Rolling Past Any Speed Bumps
It was at midafternoon, nearly five hours into the hearing, when a disarming exchange between Kagan and GOP Sen. Chuck Grassley of Iowa seemed to signal a winding down of the loyal opposition's effort to put at least a few speed bumps on her road to confirmation.
Grassley asked Kagan about her Oxford University master's thesis, in which she appears to endorse judges who "often try to mold and steer the law in order to promote certain ethical values and achieve certain social ends."
She was ready for the question, and cut him off at the pass. "I ask you to recognize that I didn't know a whole lot of law then," she said, noting the dangers in writing about the law before one goes to law school.
Grassley feigned great disappointment, and elicited laughter from the room with this: "If I accept your answer, it's gonna spoil the whole five minutes I had planned."
He paused: "Let me enjoy it anyway."
Staking Out Policy Positions
Though Kagan failed to fully live up to her much-publicized call 15 years ago for more meaningful engagement and discussion from nominees during their high court hearings, she was clear on several points:
-- She characterized her political views as "generally progressive."

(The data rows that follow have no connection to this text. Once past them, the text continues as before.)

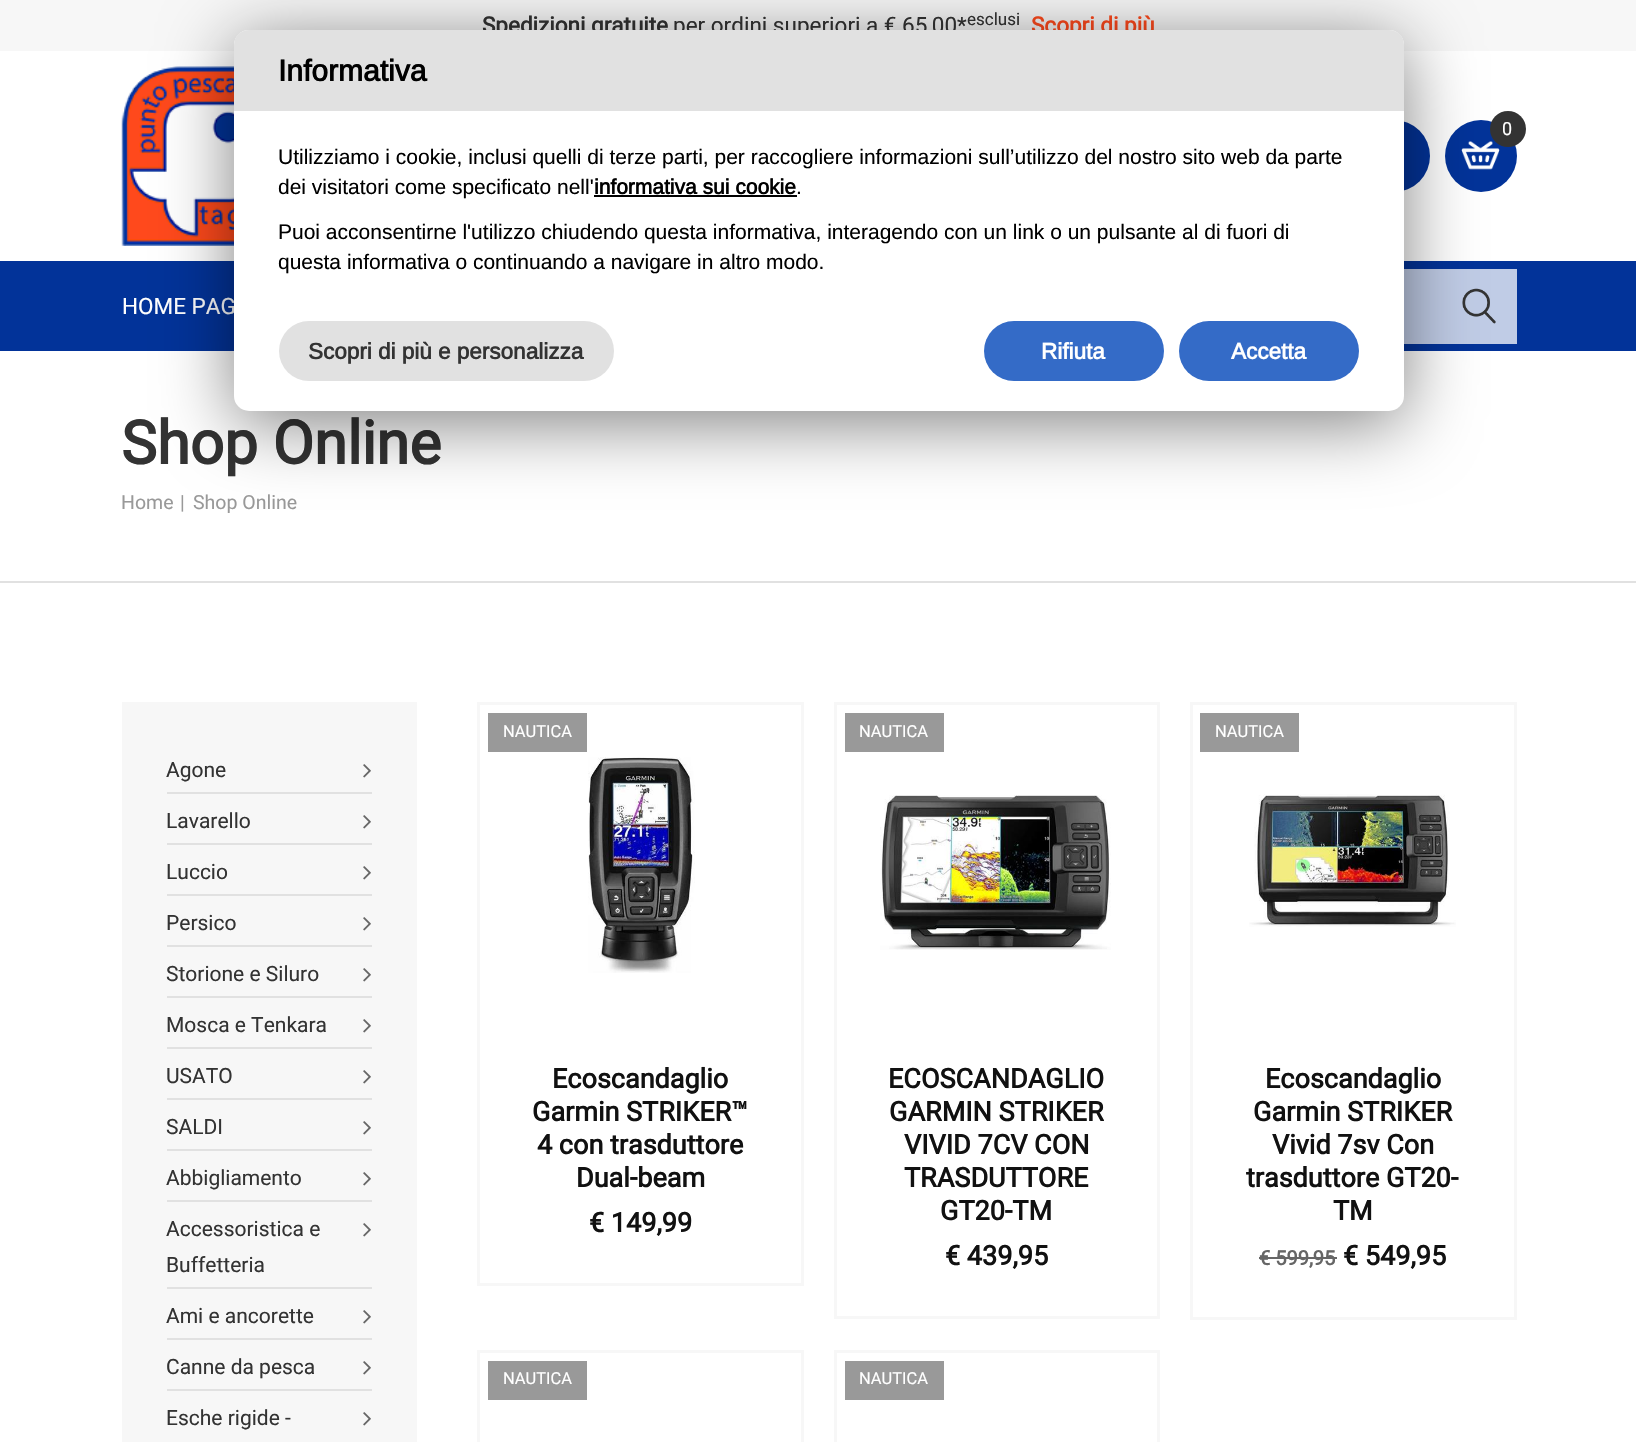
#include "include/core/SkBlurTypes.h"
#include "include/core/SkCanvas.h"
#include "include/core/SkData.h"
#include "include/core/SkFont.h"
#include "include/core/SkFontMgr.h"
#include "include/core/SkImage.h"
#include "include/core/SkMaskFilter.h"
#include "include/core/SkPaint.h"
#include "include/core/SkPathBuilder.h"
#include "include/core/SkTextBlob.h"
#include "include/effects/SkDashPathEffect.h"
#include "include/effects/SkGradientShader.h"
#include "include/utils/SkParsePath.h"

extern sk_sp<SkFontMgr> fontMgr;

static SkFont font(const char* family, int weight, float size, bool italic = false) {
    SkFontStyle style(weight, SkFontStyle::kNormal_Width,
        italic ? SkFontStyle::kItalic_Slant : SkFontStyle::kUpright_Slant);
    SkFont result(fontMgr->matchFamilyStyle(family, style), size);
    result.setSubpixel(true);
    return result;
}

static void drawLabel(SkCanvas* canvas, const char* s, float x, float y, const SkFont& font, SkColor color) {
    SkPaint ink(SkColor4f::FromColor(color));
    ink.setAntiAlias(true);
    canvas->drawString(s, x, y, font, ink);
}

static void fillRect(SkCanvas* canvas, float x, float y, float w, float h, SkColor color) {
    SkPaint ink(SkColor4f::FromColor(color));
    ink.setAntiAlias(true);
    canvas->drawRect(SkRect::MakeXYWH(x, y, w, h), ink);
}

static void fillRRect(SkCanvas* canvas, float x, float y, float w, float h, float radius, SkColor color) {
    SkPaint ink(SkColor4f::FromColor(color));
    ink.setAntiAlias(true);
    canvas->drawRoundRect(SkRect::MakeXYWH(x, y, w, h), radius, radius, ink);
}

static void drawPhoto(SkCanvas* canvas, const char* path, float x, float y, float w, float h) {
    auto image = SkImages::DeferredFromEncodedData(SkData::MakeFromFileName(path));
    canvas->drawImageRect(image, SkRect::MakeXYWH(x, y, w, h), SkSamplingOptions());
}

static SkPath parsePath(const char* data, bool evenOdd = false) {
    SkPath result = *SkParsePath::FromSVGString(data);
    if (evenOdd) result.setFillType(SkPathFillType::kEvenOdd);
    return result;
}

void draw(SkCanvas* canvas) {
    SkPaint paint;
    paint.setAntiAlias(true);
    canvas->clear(0xFFFFFFFF);
    fillRect(canvas, 0, 0, 1636, 51, 0xFFF7F7F7);
    SkFont font1 = font("Roboto", 700, 22.5f);
    drawLabel(canvas, "Spedizioni gratuite", 482, 33, font1, 0xFF333333);
    SkFont font2 = font("Roboto", 400, 22.5f);
    drawLabel(canvas, "per ordini superiori a € 65,00*", 673, 33, font2, 0xFF333333);
    SkFont font3 = font("Roboto", 400, 17);
    drawLabel(canvas, "esclusi", 967, 25, font3, 0xFF333333);
    drawLabel(canvas, "Scopri di più", 1031, 33, font1, 0xFFFF491C);
    drawPhoto(canvas, "assets/img1.png", 121, 66, 113, 180);
    paint.setColor(0xFF023399);
    canvas->drawCircle(1394, 156, 36, paint);
    canvas->drawCircle(1481, 156, 36, paint);
    drawPhoto(canvas, "assets/img2.png", 1461, 141, 39, 29);
    paint.setColor(0xFF333333);
    canvas->drawCircle(1508, 129, 18, paint);
    SkFont font4 = font("Roboto", 400, 18);
    drawLabel(canvas, "0", 1502, 135, font4, 0xFFFFFFFF);
    fillRect(canvas, 0, 261, 1636, 90, 0xFF023399);
    drawLabel(canvas, "HOME PAG", 122, 314, font2, 0xFFFFFFFF);
    fillRect(canvas, 1404, 269, 113, 75, 0xFFC0CCE6);
    drawPhoto(canvas, "assets/img3.png", 1462, 288, 34, 36);
    fillRect(canvas, 0, 581, 1636, 2, 0xFFE1E1E1);
    SkFont font5 = font("Roboto", 700, 60);
    drawLabel(canvas, "Shop Online", 121, 464, font5, 0xFF333333);
    SkFont font6 = font("Roboto", 400, 19.5f);
    drawLabel(canvas, "Home", 121, 509, font6, 0xFF999999);
    drawLabel(canvas, "|", 180, 509, font6, 0xFF999999);
    drawLabel(canvas, "Shop Online", 193, 509, font6, 0xFF999999);
    fillRect(canvas, 122, 702, 295, 740, 0xFFF7F7F7);
    fillRect(canvas, 167, 792, 205, 2, 0xFFE1E1E1);
    SkFont font7 = font("Roboto", 400, 21);
    drawLabel(canvas, "Agone", 166, 777, font7, 0xFF333333);
    drawPhoto(canvas, "assets/img4.png", 363, 764, 8, 14);
    fillRect(canvas, 167, 843, 205, 2, 0xFFE1E1E1);
    drawLabel(canvas, "Lavarello", 166, 828, font7, 0xFF333333);
    drawPhoto(canvas, "assets/img4.png", 363, 815, 8, 14);
    fillRect(canvas, 167, 894, 205, 2, 0xFFE1E1E1);
    drawLabel(canvas, "Luccio", 166, 879, font7, 0xFF333333);
    drawPhoto(canvas, "assets/img4.png", 363, 866, 8, 14);
    fillRect(canvas, 167, 945, 205, 2, 0xFFE1E1E1);
    drawLabel(canvas, "Persico", 166, 930, font7, 0xFF333333);
    drawPhoto(canvas, "assets/img4.png", 363, 917, 8, 14);
    fillRect(canvas, 167, 996, 205, 2, 0xFFE1E1E1);
    drawLabel(canvas, "Storione e Siluro", 166, 981, font7, 0xFF333333);
    drawPhoto(canvas, "assets/img4.png", 363, 968, 8, 14);
    fillRect(canvas, 167, 1047, 205, 2, 0xFFE1E1E1);
    drawLabel(canvas, "Mosca e Tenkara", 166, 1032, font7, 0xFF333333);
    drawPhoto(canvas, "assets/img4.png", 363, 1019, 8, 14);
    fillRect(canvas, 167, 1098, 205, 2, 0xFFE1E1E1);
    drawLabel(canvas, "USATO", 166, 1083, font7, 0xFF333333);
    drawPhoto(canvas, "assets/img4.png", 363, 1070, 8, 14);
    fillRect(canvas, 167, 1149, 205, 2, 0xFFE1E1E1);
    drawLabel(canvas, "SALDI", 166, 1134, font7, 0xFF333333);
    drawPhoto(canvas, "assets/img4.png", 363, 1121, 8, 14);
    fillRect(canvas, 167, 1200, 205, 2, 0xFFE1E1E1);
    drawLabel(canvas, "Abbigliamento", 166, 1185, font7, 0xFF333333);
    drawPhoto(canvas, "assets/img4.png", 363, 1172, 8, 14);
    fillRect(canvas, 167, 1287, 205, 2, 0xFFE1E1E1);
    drawLabel(canvas, "Accessoristica e", 166, 1236, font7, 0xFF333333);
    drawPhoto(canvas, "assets/img4.png", 363, 1223, 8, 14);
    drawLabel(canvas, "Buffetteria", 166, 1272, font7, 0xFF333333);
    fillRect(canvas, 167, 1338, 205, 2, 0xFFE1E1E1);
    drawLabel(canvas, "Ami e ancorette", 166, 1323, font7, 0xFF333333);
    drawPhoto(canvas, "assets/img4.png", 363, 1310, 8, 14);
    fillRect(canvas, 167, 1389, 205, 2, 0xFFE1E1E1);
    drawLabel(canvas, "Canne da pesca", 166, 1374, font7, 0xFF333333);
    drawPhoto(canvas, "assets/img4.png", 363, 1361, 8, 14);
    drawLabel(canvas, "Esche rigide -", 166, 1425, font7, 0xFF333333);
    drawPhoto(canvas, "assets/img4.png", 363, 1412, 8, 14);
    paint.setStroke(true);
    paint.setStrokeWidth(3);
    paint.setColor(0xFFF7F7F7);
    canvas->drawRect(SkRect::MakeXYWH(478.5f, 703.5f, 324, 581), paint);
    fillRect(canvas, 488, 713, 99, 39, 0xFF999999);
    SkFont font8 = font("Roboto", 400, 16.5f);
    drawLabel(canvas, "NAUTICA", 503, 737, font8, 0xFFFFFFFF);
    drawPhoto(canvas, "assets/img5.png", 588, 757, 107, 216);
    SkFont font9 = font("Roboto", 700, 27);
    drawLabel(canvas, "Ecoscandaglio", 552, 1088, font9, 0xFF111111);
    drawLabel(canvas, "Garmin STRIKER™", 532, 1121, font9, 0xFF111111);
    drawLabel(canvas, "4 con trasduttore", 537, 1154, font9, 0xFF111111);
    drawLabel(canvas, "Dual-beam", 576, 1187, font9, 0xFF111111);
    drawLabel(canvas, "€ 149,99", 589, 1232, font9, 0xFF111111);
    canvas->drawRect(SkRect::MakeXYWH(835.5f, 703.5f, 323, 614), paint);
    fillRect(canvas, 845, 713, 99, 39, 0xFF999999);
    drawLabel(canvas, "NAUTICA", 859, 737, font8, 0xFFFFFFFF);
    drawPhoto(canvas, "assets/img6.png", 880, 795, 231, 155);
    drawLabel(canvas, "ECOSCANDAGLIO", 888, 1088, font9, 0xFF111111);
    drawLabel(canvas, "GARMIN STRIKER", 889, 1121, font9, 0xFF111111);
    drawLabel(canvas, "VIVID 7CV CON", 904, 1154, font9, 0xFF111111);
    drawLabel(canvas, "TRASDUTTORE", 904, 1187, font9, 0xFF111111);
    drawLabel(canvas, "GT20-TM", 940, 1220, font9, 0xFF111111);
    drawLabel(canvas, "€ 439,95", 945, 1265, font9, 0xFF111111);
    canvas->drawRect(SkRect::MakeXYWH(1191.5f, 703.5f, 324, 615), paint);
    fillRect(canvas, 1200, 713, 99, 39, 0xFF999999);
    drawLabel(canvas, "NAUTICA", 1215, 737, font8, 0xFFFFFFFF);
    drawPhoto(canvas, "assets/img7.png", 1249, 794, 207, 133);
    drawLabel(canvas, "Ecoscandaglio", 1265, 1088, font9, 0xFF111111);
    drawLabel(canvas, "Garmin STRIKER", 1253, 1121, font9, 0xFF111111);
    drawLabel(canvas, "Vivid 7sv Con", 1272, 1154, font9, 0xFF111111);
    drawLabel(canvas, "trasduttore GT20-", 1246, 1187, font9, 0xFF111111);
    drawLabel(canvas, "TM", 1333, 1220, font9, 0xFF111111);
    SkFont font10 = font("Roboto", 700, 20);
    drawLabel(canvas, "€ 599,95", 1259, 1265, font10, 0xFF666666);
    fillRect(canvas, 1259, 1257, 78, 2, 0xFF666666);
    drawLabel(canvas, "€ 549,95", 1343, 1265, font9, 0xFF111111);
    canvas->drawRect(SkRect::MakeXYWH(478.5f, 1351.5f, 324, 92), paint);
    fillRect(canvas, 488, 1361, 99, 39, 0xFF999999);
    drawLabel(canvas, "NAUTICA", 503, 1384, font8, 0xFFFFFFFF);
    canvas->drawRect(SkRect::MakeXYWH(835.5f, 1351.5f, 323, 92), paint);
    fillRect(canvas, 845, 1361, 99, 39, 0xFF999999);
    drawLabel(canvas, "NAUTICA", 859, 1384, font8, 0xFFFFFFFF);
    paint.setStroke(false);
    paint.setColor(0x80000000);
    paint.setMaskFilter(SkMaskFilter::MakeBlur(kNormal_SkBlurStyle, 36));
    canvas->drawRoundRect(SkRect::MakeXYWH(234, 42, 1170, 381), 15, 15, paint);
    paint.setMaskFilter(nullptr);
    fillRRect(canvas, 234, 30, 1170, 381, 15, 0xFFFFFFFF);
    paint.setColor(0xFFE1E1E1);
    canvas->drawPath(parsePath("M249 30H1389C1397.5 30 1404 36.5 1404 45V111H234V45C234 36.5 240.5 30 249 30Z"), paint);
    SkFont font11 = font("Arimo", 700, 30);
    drawLabel(canvas, "Informativa", 278, 81, font11, 0xFF000000);
    SkFont font12 = font("Arimo", 400, 21);
    drawLabel(canvas, "Utilizziamo i cookie, inclusi quelli di terze parti, per raccogliere informazioni sull’utilizzo del nostro sito web da parte", 278, 164, font12, 0xFF000000);
    drawLabel(canvas, "dei visitatori come specificato nell'", 278, 194, font12, 0xFF000000);
    SkFont font13 = font("Arimo", 700, 21);
    drawLabel(canvas, "informativa sui cookie", 594, 194, font13, 0xFF000000);
    fillRect(canvas, 594, 195, 203, 2, 0xFF000000);
    drawLabel(canvas, ".", 796, 194, font12, 0xFF000000);
    drawLabel(canvas, "Puoi acconsentirne l'utilizzo chiudendo questa informativa, interagendo con un link o un pulsante al di fuori di", 278, 239, font12, 0xFF000000);
    drawLabel(canvas, "questa informativa o continuando a navigare in altro modo.", 278, 269, font12, 0xFF000000);
    fillRRect(canvas, 279, 321, 335, 60, 30, 0xFFE1E1E1);
    SkFont font14 = font("Arimo", 700, 22.5f);
    drawLabel(canvas, "Scopri di più e personalizza", 308, 359, font14, 0xFF333333);
    fillRRect(canvas, 984, 321, 180, 60, 30, 0xFF346BC7);
    drawLabel(canvas, "Rifiuta", 1041, 359, font14, 0xFFFFFFFF);
    fillRRect(canvas, 1179, 321, 180, 60, 30, 0xFF346BC7);
    drawLabel(canvas, "Accetta", 1231, 359, font14, 0xFFFFFFFF);
}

-- She found "unusual" the high court's recent path to overturning campaign finance provisions that barred direct political campaign spending by corporations and unions.
-- She believes the military's don't ask, don't tell policy is "unwise and unjust."
-- She believes that laws or regulations that seek to restrict a woman's access to legal abortion have to have exceptions to protect life and health of the mother.
-- She considered the high court's two recent decisions on the Second Amendment's right to bear arms to be settled law, "because the court has decided," even though in both cases the court was divided 5-4.
-- She proclaimed that activism "does not have a party."
-- She supports introducing cameras in the Supreme Court, characterizing it as a "terrific thing" that would provide an "inspiring sight."
-- And she believes that the courts should show deference to policies devised by Congress in conjunction with the president.
"It makes a difference if the president and Congress work together on something, and courts should take note of that," she said.
While Sessions' office papered the media tables with his case against Kagan based on her handling of military recruiters at Harvard, his fellow party members let him fight that battle.
"I'm more troubled today about the nomination than I was yesterday," he told reporters, a sentiment not evident among his fellow party members. Though during his questioning late in the day, Republican Sen. John Cornyn of Texas promised that he would revisit the issue.